Switzerland’s travel industry has done better than expected this summer thanks to a rush of last-minute bookings.This content was published on August 6, 2003 - 10:32
Agents, who have managed to weather the downturn caused by the gloomy economy, are now hoping to reach last year’s sales figures.
Roland Schmid, spokesman for TUI Switzerland, the country’s third-biggest travel agency, says summer business hasn’t been as bad as initially feared. Bookings for Mediterranean holidays have remained fairly stable.
“People’s desire to go on holidays has been stronger than the economic crisis,” he said. Schmid adds that the travel business had prepared itself for reduced demand last spring, cutting capacity.

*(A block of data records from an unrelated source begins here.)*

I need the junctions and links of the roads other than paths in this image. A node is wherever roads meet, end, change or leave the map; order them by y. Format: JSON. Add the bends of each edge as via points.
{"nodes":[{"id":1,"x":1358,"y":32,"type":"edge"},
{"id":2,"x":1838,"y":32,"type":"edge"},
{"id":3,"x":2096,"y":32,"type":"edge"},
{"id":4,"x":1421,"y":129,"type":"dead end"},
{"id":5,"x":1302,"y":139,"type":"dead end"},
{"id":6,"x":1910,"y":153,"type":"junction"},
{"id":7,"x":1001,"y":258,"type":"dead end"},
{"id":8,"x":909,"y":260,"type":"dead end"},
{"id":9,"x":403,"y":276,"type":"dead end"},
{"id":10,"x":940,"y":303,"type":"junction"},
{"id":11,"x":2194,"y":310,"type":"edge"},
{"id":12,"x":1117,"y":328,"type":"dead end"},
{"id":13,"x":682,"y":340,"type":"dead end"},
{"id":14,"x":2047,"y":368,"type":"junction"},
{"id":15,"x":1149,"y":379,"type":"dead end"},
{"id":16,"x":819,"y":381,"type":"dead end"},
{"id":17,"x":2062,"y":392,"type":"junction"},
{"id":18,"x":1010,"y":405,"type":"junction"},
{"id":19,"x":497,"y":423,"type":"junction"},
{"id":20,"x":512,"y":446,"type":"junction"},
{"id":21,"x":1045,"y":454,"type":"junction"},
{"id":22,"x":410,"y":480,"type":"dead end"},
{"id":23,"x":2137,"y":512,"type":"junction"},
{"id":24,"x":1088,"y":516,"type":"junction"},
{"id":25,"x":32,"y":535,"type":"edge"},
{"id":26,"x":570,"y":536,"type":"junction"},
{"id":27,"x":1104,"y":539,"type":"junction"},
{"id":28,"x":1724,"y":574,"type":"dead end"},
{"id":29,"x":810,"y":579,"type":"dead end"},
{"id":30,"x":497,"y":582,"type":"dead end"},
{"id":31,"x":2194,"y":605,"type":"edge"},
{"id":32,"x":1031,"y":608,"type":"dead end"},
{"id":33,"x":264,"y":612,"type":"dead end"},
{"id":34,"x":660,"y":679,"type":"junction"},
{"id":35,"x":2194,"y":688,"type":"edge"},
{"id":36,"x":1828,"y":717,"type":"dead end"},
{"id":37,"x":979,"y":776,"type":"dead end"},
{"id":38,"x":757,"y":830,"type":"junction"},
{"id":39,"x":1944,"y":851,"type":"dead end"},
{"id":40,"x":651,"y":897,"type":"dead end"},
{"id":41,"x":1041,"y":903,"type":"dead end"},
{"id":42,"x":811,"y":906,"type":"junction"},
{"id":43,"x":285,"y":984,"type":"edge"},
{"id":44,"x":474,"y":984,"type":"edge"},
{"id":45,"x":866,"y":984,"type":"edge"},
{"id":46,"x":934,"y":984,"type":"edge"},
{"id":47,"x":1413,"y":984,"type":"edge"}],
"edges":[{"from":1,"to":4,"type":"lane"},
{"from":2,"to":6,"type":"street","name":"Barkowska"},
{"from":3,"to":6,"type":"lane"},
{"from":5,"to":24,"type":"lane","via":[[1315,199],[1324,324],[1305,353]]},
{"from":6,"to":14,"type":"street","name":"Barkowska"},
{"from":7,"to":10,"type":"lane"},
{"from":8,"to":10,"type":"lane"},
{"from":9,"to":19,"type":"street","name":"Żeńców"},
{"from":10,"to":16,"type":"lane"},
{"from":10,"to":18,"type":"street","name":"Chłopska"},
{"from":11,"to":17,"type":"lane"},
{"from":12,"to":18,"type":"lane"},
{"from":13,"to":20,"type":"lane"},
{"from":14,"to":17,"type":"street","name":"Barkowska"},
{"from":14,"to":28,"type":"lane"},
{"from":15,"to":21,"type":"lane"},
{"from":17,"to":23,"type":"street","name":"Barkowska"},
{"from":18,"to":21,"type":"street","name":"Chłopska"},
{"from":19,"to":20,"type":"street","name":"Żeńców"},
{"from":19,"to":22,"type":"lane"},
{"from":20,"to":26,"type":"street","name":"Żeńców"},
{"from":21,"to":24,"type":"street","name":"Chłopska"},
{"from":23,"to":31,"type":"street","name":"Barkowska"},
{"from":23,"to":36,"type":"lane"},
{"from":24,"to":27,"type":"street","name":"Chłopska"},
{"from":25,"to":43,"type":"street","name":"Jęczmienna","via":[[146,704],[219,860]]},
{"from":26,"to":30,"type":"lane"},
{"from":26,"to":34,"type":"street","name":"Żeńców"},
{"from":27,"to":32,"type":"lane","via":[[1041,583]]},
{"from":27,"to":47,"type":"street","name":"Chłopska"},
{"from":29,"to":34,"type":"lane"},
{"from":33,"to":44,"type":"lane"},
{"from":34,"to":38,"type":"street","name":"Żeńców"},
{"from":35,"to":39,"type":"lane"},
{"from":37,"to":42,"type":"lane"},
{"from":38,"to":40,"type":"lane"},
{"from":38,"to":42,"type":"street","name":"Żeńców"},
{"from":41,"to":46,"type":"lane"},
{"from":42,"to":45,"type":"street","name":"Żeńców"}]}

TUI reckons its summer season business will be ten per cent less than last year. Its competitor, Hotelplan, estimates that figure will be just six per cent less.
Switzerland’s number four travel specialist, RBM, says the final July figures will probably be slightly down, but August should be good. “Summer business was not so bad in the end,” said RBM’s head, Oskar Laubi.
The market leader, Kuoni, says it will not give out any numbers because of stock market rules, but spokesman Stefan Wehrle does confirm that business is better than predicted earlier this year.
Late bookings have been the key to this summer’s better-than-expected results.
Customers often made their decision to go away just before leaving, but not everybody booked special deals. Many clients also chose holidays out of agents’ catalogues, paying the full price for their trips.
In mid-June, Hotelplan had sold less than 60 per cent of its July offer, but that figure eventually rose to 92 per cent.
Travel specialists are now hoping that the upward trend will continue in the coming months. “The second part of the year, especially October, is particularly important for travel agents,” said Kuoni’s Wehrle.
Hotelplan’s head of tour operating, Peter Spring, is still hoping that sales will reach last year’s levels.
But travellers shouldn’t expect any special deals from agents this autumn and winter. Unlike their German counterparts, Swiss travel agents don’t expect to discount holidays.
They generally maintain that their profit margins have already been eaten away, slashing prices is too risky or that discounting goes against company rules.
The agents say the only way Swiss customers will be able to save some money is to make the most of favourable exchange rates in some holiday destinations, or take up special offers from hotels.
swissinfo with agencies
Switzerland's travel industry has registered better-than-expected summer results thanks to a rush of last-minute bookings.
Many customers waited until just before leaving to choose their holiday destinations, but were often prepared to pay the full price for their time away.
Agents expect their final sales' results to be close to last year's.
They hope that the upward trend will continue during the second half of the year, but Swiss customers shouldn't expect any cut-rate deals for their autumn and winter holidays.